To do - The expected response is a copy of every line in the entries below that includes the word "احمد".

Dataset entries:

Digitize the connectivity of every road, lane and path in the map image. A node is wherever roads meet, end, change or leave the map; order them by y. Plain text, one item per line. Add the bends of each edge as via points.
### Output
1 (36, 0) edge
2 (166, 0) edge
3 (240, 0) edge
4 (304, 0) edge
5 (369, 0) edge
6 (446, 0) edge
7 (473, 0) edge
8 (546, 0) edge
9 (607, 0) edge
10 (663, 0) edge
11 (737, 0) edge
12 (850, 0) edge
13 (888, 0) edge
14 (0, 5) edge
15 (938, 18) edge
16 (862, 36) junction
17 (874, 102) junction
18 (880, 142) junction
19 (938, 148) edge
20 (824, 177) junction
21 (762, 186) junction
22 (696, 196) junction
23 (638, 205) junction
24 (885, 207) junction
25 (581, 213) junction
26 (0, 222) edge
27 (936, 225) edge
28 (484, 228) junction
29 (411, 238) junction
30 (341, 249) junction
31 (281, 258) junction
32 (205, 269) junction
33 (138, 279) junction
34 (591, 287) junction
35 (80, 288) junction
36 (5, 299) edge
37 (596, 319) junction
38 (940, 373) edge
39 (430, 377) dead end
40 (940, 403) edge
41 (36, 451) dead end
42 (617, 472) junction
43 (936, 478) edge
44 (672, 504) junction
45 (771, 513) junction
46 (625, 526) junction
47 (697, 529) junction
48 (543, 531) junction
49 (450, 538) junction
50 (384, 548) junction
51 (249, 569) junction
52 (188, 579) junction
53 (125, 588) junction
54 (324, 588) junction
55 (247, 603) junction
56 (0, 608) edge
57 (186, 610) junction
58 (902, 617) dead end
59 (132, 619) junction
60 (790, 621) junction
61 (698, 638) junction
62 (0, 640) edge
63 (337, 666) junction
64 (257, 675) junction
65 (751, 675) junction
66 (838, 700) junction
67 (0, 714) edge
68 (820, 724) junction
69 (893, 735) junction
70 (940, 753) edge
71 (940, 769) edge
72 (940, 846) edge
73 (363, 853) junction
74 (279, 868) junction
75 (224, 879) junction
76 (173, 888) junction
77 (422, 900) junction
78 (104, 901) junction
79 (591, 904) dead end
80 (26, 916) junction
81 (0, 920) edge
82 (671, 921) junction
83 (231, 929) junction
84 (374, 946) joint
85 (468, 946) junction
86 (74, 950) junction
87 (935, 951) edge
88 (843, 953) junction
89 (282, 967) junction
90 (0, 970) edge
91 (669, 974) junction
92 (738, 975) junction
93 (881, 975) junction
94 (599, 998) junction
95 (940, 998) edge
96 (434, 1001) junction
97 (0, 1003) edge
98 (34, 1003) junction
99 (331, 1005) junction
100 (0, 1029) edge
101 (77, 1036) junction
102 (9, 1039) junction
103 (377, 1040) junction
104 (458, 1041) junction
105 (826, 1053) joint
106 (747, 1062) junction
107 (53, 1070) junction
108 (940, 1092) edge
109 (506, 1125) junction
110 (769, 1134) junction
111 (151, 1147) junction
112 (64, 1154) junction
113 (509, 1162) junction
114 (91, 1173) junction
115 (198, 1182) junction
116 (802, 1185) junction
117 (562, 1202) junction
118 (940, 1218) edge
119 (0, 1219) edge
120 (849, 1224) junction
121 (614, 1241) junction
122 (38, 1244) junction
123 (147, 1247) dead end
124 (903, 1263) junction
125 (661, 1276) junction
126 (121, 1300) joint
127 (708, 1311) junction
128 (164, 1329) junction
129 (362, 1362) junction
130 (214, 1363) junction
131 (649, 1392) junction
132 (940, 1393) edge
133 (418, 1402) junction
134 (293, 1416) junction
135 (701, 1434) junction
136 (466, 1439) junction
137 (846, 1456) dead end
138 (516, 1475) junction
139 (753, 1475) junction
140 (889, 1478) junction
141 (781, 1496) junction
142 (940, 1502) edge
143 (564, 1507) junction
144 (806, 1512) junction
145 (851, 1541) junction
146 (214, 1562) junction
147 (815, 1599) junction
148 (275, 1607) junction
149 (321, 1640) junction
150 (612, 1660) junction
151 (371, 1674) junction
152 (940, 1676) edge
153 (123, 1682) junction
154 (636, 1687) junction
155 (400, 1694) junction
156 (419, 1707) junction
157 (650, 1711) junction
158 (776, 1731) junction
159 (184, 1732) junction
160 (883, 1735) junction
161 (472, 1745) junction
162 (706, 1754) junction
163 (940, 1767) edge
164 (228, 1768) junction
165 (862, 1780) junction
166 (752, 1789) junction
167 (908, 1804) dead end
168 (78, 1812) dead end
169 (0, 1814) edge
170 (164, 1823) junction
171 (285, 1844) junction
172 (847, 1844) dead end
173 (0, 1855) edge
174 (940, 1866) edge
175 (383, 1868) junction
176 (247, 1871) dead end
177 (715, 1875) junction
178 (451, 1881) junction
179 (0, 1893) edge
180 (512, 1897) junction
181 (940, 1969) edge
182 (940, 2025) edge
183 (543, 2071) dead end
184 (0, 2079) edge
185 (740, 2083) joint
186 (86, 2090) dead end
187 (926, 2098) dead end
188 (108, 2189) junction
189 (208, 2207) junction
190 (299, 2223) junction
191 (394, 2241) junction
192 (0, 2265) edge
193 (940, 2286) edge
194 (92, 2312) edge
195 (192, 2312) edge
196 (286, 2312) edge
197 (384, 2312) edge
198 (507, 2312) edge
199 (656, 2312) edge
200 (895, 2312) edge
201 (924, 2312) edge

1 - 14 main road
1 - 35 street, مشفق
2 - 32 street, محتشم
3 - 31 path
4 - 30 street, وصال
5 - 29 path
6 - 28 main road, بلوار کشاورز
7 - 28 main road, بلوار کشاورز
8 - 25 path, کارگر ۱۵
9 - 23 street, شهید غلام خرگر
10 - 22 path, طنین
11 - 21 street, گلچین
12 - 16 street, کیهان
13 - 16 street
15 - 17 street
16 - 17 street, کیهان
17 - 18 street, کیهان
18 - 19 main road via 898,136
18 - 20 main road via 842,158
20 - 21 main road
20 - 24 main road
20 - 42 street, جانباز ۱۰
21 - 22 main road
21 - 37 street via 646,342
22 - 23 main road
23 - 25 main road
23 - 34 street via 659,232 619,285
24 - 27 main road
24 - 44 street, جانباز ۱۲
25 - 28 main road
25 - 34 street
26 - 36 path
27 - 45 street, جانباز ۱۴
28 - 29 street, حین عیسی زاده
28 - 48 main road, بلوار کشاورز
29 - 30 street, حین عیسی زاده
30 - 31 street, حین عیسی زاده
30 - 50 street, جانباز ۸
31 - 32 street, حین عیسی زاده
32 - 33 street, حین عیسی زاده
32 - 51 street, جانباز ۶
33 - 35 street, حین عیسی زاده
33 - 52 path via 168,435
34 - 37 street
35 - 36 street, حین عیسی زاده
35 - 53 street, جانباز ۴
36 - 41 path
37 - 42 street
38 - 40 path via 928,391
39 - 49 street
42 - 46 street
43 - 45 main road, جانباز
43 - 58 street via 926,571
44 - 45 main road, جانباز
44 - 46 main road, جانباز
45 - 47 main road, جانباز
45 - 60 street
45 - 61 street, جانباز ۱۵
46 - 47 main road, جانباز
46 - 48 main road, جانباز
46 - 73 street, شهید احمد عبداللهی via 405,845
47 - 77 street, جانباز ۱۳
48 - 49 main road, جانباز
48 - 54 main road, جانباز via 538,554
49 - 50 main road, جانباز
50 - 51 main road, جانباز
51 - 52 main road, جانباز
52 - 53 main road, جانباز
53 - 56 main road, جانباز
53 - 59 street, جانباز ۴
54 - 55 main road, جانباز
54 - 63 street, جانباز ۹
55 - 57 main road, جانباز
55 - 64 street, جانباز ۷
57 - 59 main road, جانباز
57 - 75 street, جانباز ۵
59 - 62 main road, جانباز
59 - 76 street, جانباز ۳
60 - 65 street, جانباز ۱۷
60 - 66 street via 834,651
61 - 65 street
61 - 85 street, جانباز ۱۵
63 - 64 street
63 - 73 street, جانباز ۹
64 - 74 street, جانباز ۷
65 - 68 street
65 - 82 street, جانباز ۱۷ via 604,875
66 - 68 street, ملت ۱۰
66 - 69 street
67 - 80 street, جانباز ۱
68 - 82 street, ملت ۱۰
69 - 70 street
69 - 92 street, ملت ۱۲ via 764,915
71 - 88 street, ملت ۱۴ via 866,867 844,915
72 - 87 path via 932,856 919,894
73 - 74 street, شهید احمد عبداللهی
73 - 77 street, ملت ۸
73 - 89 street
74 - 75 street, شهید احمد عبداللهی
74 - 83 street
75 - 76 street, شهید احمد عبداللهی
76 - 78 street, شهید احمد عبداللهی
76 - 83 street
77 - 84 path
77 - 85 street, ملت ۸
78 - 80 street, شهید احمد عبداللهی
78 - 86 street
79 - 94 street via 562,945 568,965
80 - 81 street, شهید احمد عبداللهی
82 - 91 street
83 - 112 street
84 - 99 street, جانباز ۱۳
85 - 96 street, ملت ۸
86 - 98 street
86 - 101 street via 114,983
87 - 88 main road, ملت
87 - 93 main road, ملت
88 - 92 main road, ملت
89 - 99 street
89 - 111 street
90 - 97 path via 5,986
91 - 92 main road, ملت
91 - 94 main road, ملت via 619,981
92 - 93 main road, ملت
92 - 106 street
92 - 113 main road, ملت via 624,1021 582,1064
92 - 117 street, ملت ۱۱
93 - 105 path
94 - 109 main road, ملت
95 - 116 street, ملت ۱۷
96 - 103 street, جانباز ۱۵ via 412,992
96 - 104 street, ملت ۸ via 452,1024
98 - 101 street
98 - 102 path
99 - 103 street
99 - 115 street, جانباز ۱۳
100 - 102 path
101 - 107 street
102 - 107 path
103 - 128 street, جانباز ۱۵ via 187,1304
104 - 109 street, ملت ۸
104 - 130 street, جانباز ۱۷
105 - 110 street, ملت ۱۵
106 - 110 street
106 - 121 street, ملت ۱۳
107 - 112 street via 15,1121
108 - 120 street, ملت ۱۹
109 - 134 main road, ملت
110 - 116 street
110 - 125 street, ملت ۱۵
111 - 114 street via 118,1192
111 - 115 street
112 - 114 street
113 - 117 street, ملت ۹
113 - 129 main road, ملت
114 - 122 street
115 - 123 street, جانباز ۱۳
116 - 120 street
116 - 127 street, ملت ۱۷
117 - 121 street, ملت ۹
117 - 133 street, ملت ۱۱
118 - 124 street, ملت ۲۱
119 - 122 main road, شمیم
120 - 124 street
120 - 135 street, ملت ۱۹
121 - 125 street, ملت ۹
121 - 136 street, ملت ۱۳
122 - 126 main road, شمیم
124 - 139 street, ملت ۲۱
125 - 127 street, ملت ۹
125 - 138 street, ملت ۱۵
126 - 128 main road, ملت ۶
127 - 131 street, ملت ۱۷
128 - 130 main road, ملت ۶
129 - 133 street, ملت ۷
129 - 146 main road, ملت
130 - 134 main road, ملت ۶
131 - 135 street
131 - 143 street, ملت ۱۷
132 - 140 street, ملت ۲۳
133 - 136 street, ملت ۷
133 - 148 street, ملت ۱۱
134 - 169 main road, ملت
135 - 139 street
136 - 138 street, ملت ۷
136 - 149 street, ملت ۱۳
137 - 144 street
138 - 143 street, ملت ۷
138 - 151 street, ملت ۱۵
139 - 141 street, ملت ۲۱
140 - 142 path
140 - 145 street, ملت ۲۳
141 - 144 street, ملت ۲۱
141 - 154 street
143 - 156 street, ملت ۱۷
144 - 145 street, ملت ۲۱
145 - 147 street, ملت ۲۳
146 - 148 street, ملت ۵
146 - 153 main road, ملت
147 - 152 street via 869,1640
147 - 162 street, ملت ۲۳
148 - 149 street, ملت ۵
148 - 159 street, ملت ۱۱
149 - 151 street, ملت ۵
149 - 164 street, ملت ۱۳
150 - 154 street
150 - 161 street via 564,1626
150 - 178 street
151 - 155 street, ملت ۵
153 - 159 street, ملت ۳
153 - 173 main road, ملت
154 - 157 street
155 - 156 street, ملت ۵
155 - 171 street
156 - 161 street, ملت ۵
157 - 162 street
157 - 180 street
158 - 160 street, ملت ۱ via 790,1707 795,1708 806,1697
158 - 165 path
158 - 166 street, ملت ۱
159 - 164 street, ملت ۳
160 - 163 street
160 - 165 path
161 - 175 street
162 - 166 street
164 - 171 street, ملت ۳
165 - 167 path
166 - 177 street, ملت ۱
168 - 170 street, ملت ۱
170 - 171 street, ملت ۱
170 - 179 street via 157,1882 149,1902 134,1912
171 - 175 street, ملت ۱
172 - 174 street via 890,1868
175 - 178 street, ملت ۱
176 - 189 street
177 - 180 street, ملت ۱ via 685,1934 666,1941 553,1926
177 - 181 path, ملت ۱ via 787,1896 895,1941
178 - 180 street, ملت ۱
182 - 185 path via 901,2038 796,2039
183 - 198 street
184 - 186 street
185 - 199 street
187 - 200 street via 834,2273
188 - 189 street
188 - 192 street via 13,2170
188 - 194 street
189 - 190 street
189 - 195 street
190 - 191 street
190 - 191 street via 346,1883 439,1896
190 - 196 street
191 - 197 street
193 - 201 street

Your response -
46 - 73 street, شهید احمد عبداللهی via 405,845
73 - 74 street, شهید احمد عبداللهی
74 - 75 street, شهید احمد عبداللهی
75 - 76 street, شهید احمد عبداللهی
76 - 78 street, شهید احمد عبداللهی
78 - 80 street, شهید احمد عبداللهی
80 - 81 street, شهید احمد عبداللهی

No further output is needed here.